PROBLEM DETAILS:
Report every line of the data that includes "lines".

GIVEN RECORDS:
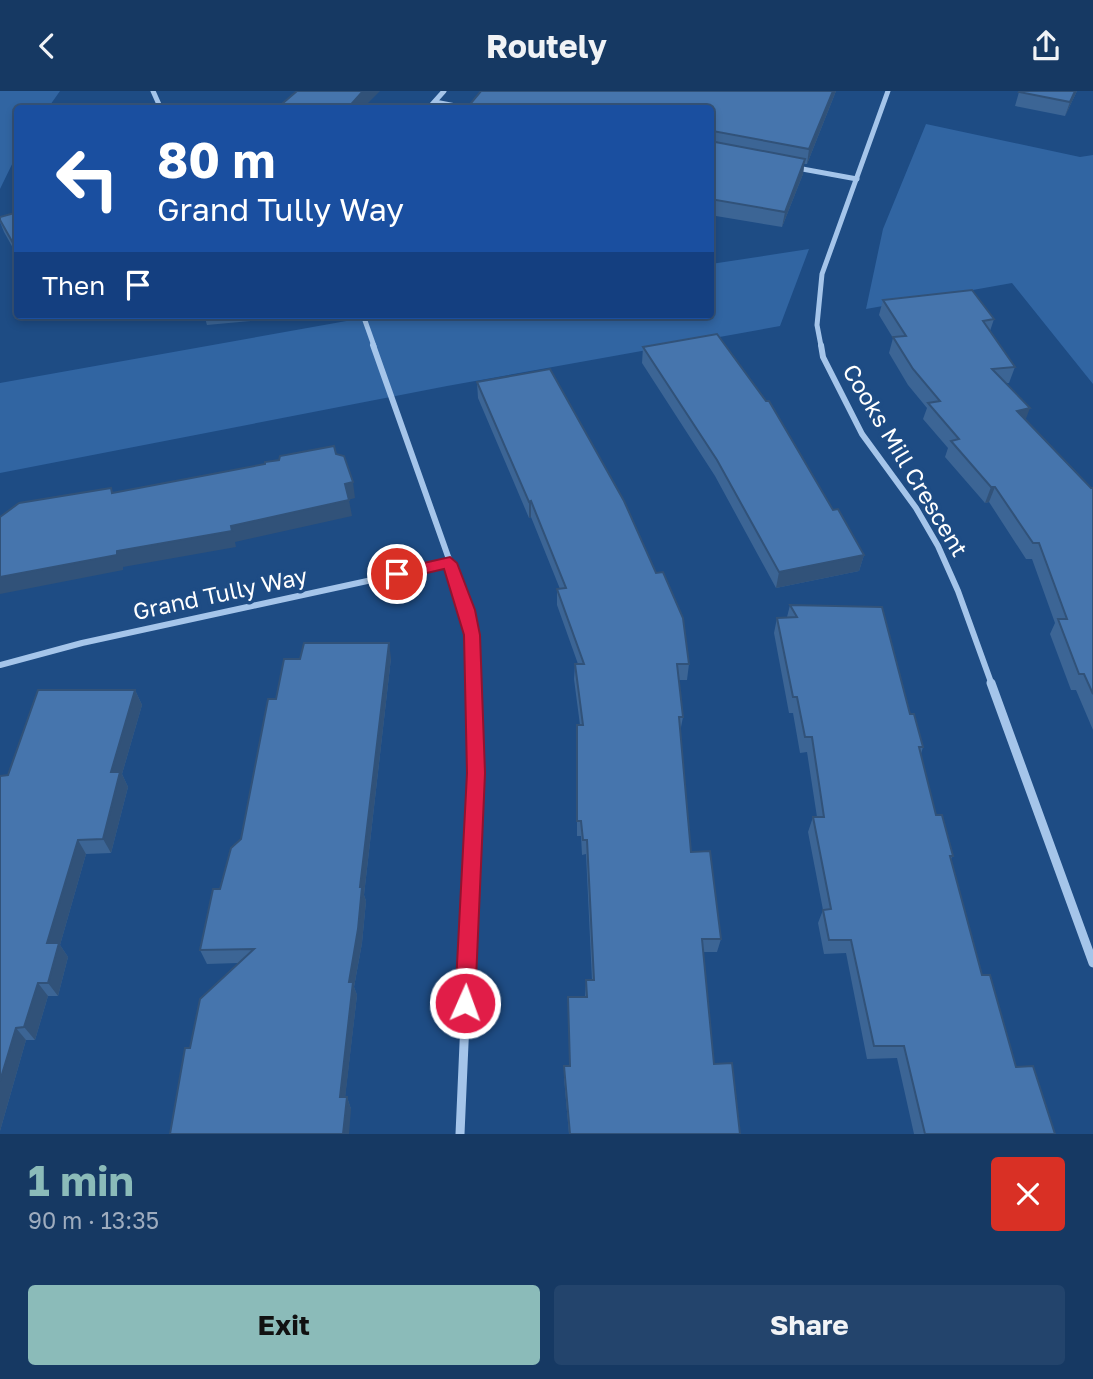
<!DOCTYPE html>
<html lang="en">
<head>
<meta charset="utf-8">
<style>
	body { margin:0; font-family:"Golos Text",sans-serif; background:#23446c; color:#f1f3f6; height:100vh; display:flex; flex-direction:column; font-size:26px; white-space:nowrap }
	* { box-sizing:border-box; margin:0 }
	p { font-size:23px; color:#9eacbe }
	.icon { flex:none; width:38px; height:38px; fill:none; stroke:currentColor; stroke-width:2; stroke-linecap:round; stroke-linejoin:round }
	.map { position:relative; height:1043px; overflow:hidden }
	.drawer { display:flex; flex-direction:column; background:#163963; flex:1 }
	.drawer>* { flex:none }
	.banner { position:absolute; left:14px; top:14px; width:700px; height:214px; border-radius:7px; box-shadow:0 4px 10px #0003,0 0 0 2px #355378; background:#1a4fa0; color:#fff; overflow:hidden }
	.pin { position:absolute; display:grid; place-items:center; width:60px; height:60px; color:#fff; margin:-30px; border:4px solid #fff; border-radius:50%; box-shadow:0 2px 7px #0007 }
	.me { position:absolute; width:77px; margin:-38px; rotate:2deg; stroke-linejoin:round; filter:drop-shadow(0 0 5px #0008) }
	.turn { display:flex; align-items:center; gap:24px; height:147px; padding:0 28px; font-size:32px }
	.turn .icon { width:91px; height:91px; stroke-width:2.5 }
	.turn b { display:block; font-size:49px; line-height:60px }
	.then { display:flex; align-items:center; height:66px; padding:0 28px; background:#0003; gap:14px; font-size:26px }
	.round { display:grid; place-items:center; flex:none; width:74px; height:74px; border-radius:7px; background:#23446c }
	.headline { display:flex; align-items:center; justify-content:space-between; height:119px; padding:0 28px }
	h1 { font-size:42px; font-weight:700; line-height:52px; color:#8bbbb9 }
	.cta { display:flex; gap:14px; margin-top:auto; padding:14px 28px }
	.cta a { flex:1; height:80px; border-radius:7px; background:#8bbbb9; color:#111; font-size:28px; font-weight:700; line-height:80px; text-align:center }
	.cta a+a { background:#23446c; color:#f1f3f6 }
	header { display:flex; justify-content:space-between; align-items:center; height:91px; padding:0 28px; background:#163963; font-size:32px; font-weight:700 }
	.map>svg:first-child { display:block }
	.green { fill:#3165a2 }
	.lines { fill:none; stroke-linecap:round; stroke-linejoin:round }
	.street-far2 { stroke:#a5c5ea; stroke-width:5 }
	.street-far1 { stroke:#a5c5ea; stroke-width:6 }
	.street { stroke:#a5c5ea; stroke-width:9 }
	.wall { fill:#3c6595 }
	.shaded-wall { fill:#315279 }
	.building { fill:#4675ad; stroke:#315279; stroke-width:2 }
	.route { fill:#e11d48; stroke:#92132f; stroke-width:2 }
	.labels { text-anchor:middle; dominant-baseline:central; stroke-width:7; stroke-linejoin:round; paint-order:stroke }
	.street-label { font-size:23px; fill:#fff; stroke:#1e4c84 }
</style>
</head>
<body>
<header><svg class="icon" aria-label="back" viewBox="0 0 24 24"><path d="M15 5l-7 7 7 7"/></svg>Routely<svg class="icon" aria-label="share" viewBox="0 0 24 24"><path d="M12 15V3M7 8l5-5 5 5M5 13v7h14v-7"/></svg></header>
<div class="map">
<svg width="1093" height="1043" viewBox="0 0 1093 1043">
	<rect width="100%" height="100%" fill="#1e4c84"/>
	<g class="green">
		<polygon points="0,0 60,0 48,17 18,18 17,63 0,98"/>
		<polygon points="926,33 1080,66 1093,64 1093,293 1012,192 866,218 883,138"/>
		<polygon points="809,158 780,235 447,295 0,382 0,292 380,224 710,224 711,173"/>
	</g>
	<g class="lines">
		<g class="street-far2">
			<polyline points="153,0 161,18"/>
			<polyline points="435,11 471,18"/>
			<polyline points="428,18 444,0"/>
			<polyline points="797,77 857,88"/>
			<polyline points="363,224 374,255"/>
			<polyline points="821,255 817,234 822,183 888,0"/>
		</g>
		<g class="street-far1">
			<polyline points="373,254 467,519 472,543 473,594"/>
			<polyline points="821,254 823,266 862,343 916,417 938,455 958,500 992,594"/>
			<polyline points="0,574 82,552 450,472"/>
		</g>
		<g class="street">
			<polyline points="991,592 1093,872"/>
			<polyline points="460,1043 476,682 473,592"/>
		</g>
	</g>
	<g class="wall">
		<polygon points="836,0 807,73 804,73 803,83 782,136 710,124 710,18"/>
		<polygon points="1077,0 1065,25 1015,15 1019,1"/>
		<polygon points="18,121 18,166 4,141 0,131 0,126"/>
		<polygon points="883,209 994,228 990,240 1015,276 1009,292 1006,292 1025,329 1091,397 1093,397 1093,639 1076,599 1071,599 1050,543 1055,532 1032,468 1026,468 989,411 985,412 945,366 948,357 923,328 927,317 908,294 889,262 893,247 879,224"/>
		<polygon points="204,224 292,224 292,226 207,234"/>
		<polygon points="643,256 833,419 864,464 859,480 776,497 715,385 642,272"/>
		<polygon points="477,291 689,573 687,589 679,589 683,626 680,641 691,761 721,848 717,861 703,861 714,973 740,1043 569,1043 564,987 564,975 570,975 568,906 585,906 586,889 592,889 586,763 582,764 581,745 577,745 577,634 580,634 574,588 575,573 578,573 557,514 557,498 560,498 531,426 529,427 478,307"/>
		<polygon points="790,514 910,623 923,656 921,663 936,724 953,765 951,768 982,884 1016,976 1055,1043 914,1043 897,967 867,968 846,862 824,863 818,832 823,819 808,741 813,726 817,726 807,661 800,662 793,622 789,622 774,542 777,527 787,526"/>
		<polygon points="391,567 364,804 366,810 362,852 354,896 357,904 345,1006 347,1006 351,1018 190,957 238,872 207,873 200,859 220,798 241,748 276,608"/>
		<polygon points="135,599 142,614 122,683 128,696 111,762 86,763 60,854 68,866 58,905 48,905 35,949 26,949 0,1040 0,685 8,684"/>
	</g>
	<g class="shaded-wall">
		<polygon points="363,0 380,0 362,18 347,18"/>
		<polygon points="833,0 836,0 807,73 809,58"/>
		<polygon points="1075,0 1077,0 1065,25 1070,11"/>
		<polygon points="805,68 803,83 782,136 785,121"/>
		<polygon points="1030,317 1024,333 1017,320"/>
		<polygon points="353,391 355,407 348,409 345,393"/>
		<polygon points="991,396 995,396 989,411 985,412"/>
		<polygon points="349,409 352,425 235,451 236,456 123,476 123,479 0,503 0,486"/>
		<polygon points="531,410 531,426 529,427 529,411"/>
		<polygon points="864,464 859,480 776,497 779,481"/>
		<polygon points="389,552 391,567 364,804 366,810 362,852 354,896 357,904 344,1017 340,1006 349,891"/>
		<polygon points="135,599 142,614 122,683 128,696 111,762 103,748 111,681"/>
		<polygon points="78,749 86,763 60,854 68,866 58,905 48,892 47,852"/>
		<polygon points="38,892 48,905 35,949 24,936"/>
		<polygon points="16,937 26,949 0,1040 0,990"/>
		<polygon points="347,1006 351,1018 349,1043 343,1043"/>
	</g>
	<g class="building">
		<polygon points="297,0 363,0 347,18 276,18"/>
		<polygon points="481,0 833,0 809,58 713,40 710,42 710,18 466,18"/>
		<polygon points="1020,0 1075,0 1070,11 1019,1"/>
		<polygon points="710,50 805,68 785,121 710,108"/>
		<polygon points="18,121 18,161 0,129 0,126"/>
		<polygon points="972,199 994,228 983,230 1015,276 992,278 1030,317 1017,320 1091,397 1093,397 1093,603 1084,583 1079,583 1058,528 1067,528 1039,452 1033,452 995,396 991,396 951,350 959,348 928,312 940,310 913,278 893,246 906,245 883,209"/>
		<polygon points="717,243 766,310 769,310 833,419 838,418 864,464 779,481 717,369 643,256"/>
		<polygon points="550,278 624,410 656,482 663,481 683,527 689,573 677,573 683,626 679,626 691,761 710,760 721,848 702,848 714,973 732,972 740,1043 570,1043 564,975 570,975 568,906 587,906 586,889 594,889 587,749 583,749 581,730 577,730 577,634 583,634 575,573 584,573 557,498 566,497 531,410 529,411 477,291"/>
		<polygon points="334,355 336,363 344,365 353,391 345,393 349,409 231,435 232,440 117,460 117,464 0,486 0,426 19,412 111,397 112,402 265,373 265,371 279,369 280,365"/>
		<polygon points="790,514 882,516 910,623 914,623 923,656 919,656 936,724 942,724 953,765 950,765 982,884 990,884 1016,976 1033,975 1055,1043 925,1043 904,955 874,955 851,849 829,849 823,819 831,818 813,726 824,726 812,646 805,646 797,606 793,606 777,527 797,526"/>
		<polygon points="304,552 389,552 360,796 362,796 358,838 349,891 353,891 340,1006 347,1006 343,1043 170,1043 185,957 190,957 200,908 254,858 200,859 213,798 220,798 231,757 241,748 268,608 276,608 284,568 300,568"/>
		<polygon points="38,599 135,599 111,681 120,681 103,748 78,749 47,852 59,852 48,892 38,892 24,936 16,937 0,990 0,685 8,684"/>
	</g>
	<polygon class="route" points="450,466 457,472 475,519 480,544 485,682 475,912 472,919 465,922 458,919 455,912 467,682 464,544 444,478 397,489 390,483 397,478"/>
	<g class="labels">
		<g class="street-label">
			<text transform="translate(906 369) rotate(59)">Cooks Mill Crescent</text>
			<text transform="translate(220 502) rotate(-12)">Grand Tully Way</text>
		</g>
	</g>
</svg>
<div class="pin" style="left:397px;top:483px;background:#d93025"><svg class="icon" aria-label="arrive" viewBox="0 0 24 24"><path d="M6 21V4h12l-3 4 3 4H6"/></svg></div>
<svg class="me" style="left:465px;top:912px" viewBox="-20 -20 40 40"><circle r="17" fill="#e11d48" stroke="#fff" stroke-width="3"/><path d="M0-11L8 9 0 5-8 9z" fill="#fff"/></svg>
<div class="banner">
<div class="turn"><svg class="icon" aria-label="left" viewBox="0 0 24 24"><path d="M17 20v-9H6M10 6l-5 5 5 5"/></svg><div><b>80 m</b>Grand Tully Way</div></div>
<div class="then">Then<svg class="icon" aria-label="arrive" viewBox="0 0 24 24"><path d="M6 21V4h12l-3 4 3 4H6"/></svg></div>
</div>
</div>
<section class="drawer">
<div class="headline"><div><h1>1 min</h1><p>90 m · 13:35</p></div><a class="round" style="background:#d93025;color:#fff"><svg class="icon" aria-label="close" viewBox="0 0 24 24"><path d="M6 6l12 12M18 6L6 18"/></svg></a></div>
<div class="cta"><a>Exit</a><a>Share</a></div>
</section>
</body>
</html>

THE COMPLETED TASK:
	.lines { fill:none; stroke-linecap:round; stroke-linejoin:round }
	<g class="lines">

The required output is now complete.